Update 16:00 Uhr: Die Nachrichtenagentur dapd zitiert den Landes- und Fraktionschef der Berliner SPD, Michael Müller, mit den Worten, gebührenfreie Bildung sei für die Sozialdemokraten "nicht verhandelbar" (pdf). Damit deuten sich in der Tat schwierige Verhandlungen bei den oben genannten Themen "Studiengebühren" und "Kita-Gebühren für Gutverdiener" an, bei denen SPD und CDU gegensätzliche Positionen einnehmen. Laut dapd legt sich die SPD auch bei der Privatisierung von Landesunternehmen wie Vivantes, BSR, BVG und Wohnungsbaugesellschaften auf ein Nein fest. Wie oben bereits angedeutet, dürfte es trotz der Unentschlossenheit zahlreicher CDU-Abgeordneter in dieser Frage eine Einigung mit dem potentiellen Koalitionspartner kommen.
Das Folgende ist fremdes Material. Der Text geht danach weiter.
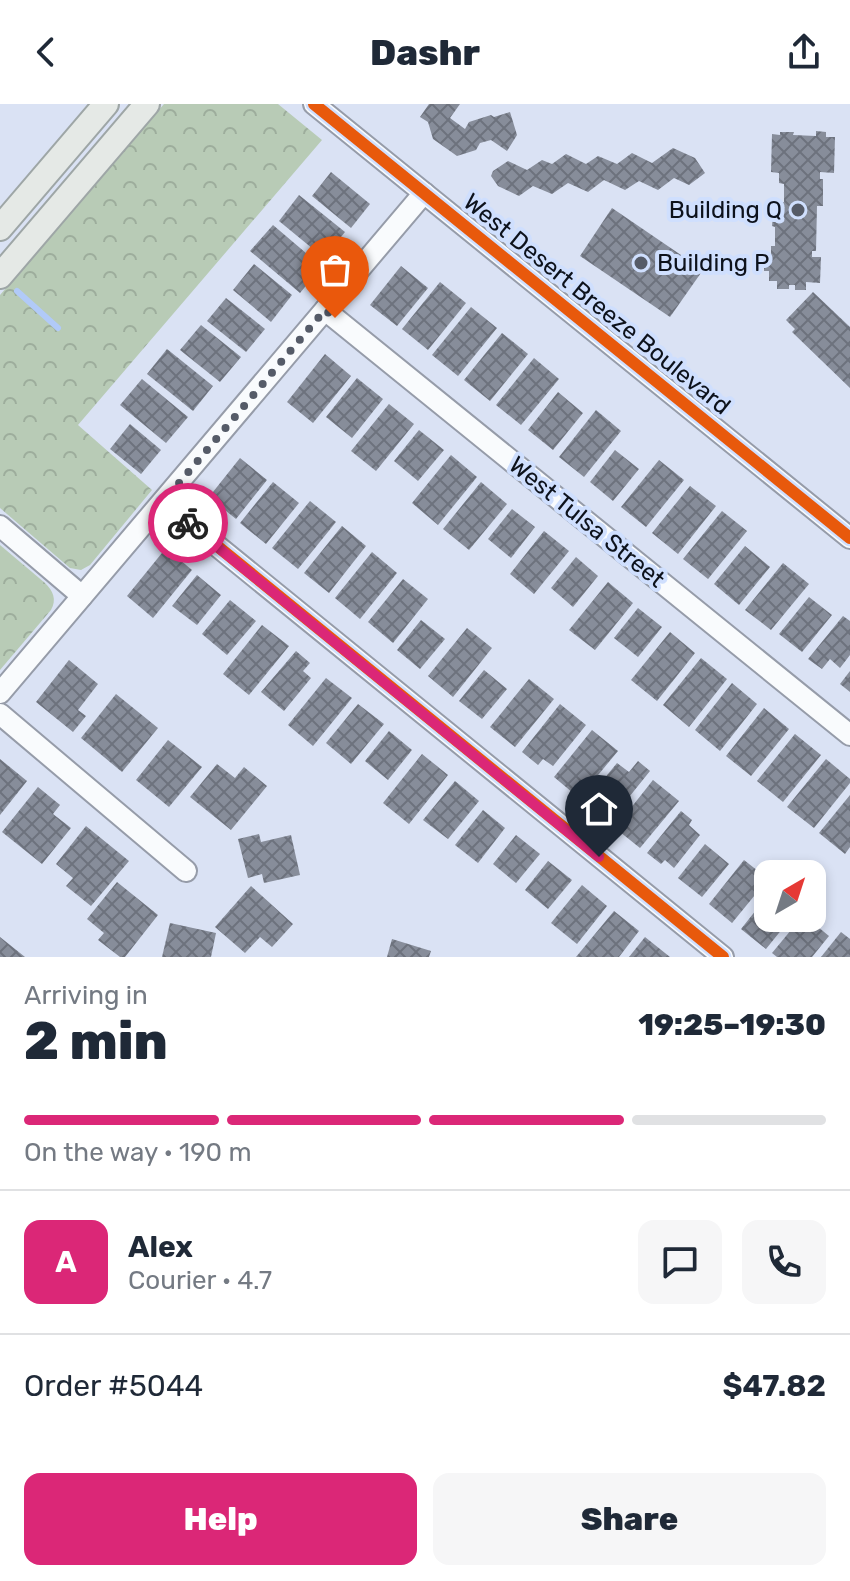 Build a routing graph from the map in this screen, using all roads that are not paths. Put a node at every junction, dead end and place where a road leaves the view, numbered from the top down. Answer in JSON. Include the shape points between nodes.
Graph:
{"nodes":[{"id":1,"x":106,"y":104,"type":"edge"},
{"id":2,"x":147,"y":104,"type":"edge"},
{"id":3,"x":315,"y":104,"type":"edge"},
{"id":4,"x":424,"y":193,"type":"junction"},
{"id":5,"x":0,"y":228,"type":"edge"},
{"id":6,"x":0,"y":276,"type":"edge"},
{"id":7,"x":325,"y":310,"type":"junction"},
{"id":8,"x":163,"y":502,"type":"junction"},
{"id":9,"x":0,"y":526,"type":"edge"},
{"id":10,"x":850,"y":538,"type":"edge"},
{"id":11,"x":82,"y":596,"type":"junction"},
{"id":12,"x":0,"y":693,"type":"edge"},
{"id":13,"x":0,"y":714,"type":"edge"},
{"id":14,"x":850,"y":735,"type":"edge"},
{"id":15,"x":186,"y":871,"type":"dead end"},
{"id":16,"x":723,"y":957,"type":"edge"}],
"edges":[{"from":1,"to":5,"type":"main road"},
{"from":2,"to":6,"type":"main road"},
{"from":3,"to":4,"type":"street","name":"West Desert Breeze Boulevard"},
{"from":4,"to":7,"type":"street"},
{"from":4,"to":10,"type":"street","name":"West Desert Breeze Boulevard"},
{"from":7,"to":8,"type":"street"},
{"from":7,"to":14,"type":"street","name":"West Tulsa Street"},
{"from":8,"to":11,"type":"street"},
{"from":8,"to":16,"type":"street"},
{"from":9,"to":11,"type":"street"},
{"from":11,"to":12,"type":"street"},
{"from":13,"to":15,"type":"street"}]}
In dem Agenturtext wird auch auf die obenstehende Analyse Bezug genommen.

 

Update 10.10.2011: Heute morgen führte RadioEins vom RBB ein Interview mit unserem Kollegen Gregor Hackmack zum Thema dieses Blogartikels: [audio:http://download.radioeins.de/mp3/_programm/7/20111010/0710_berlin.mp3|titels=Interview zum Thema mit Gregor Hackmack auf RadioEins, RBB]

 

Hinweise: - Eine Auflistung der 25 Kandidaten-Check-Thesen und deren genaue Formulierung gibt es hier (pdf). - Abweichungen in der Summe der CDU-Abgeordneten bei obenstehenden Diagrammen ergeben sich, weil ein CDU-Abgeordneter nur einen Teil der Kandidaten-Check-Thesen beantwortet hat. - Der Kandidaten-Check wurde in den sechs Wochen vor der Abgeordnetenhauswahl am 18. September 2011 durchgeführt. Hierzu wurden die Direktkandidaten aller Parteien per Mail angeschrieben. Die Beantwortung der 25 Thesen erfolgte über ein Onlineformular. Die Kandidaten konnten ihre Auswahl optional mit 300 Zeichen begründen. Der Kandidaten-Check ist hier noch immer online. - Die Antworten eines Kandidaten können auf der jeweiligen Profilseite (Punkt "Kandidaten-Check") in unserem Archiv nachgelesen werden.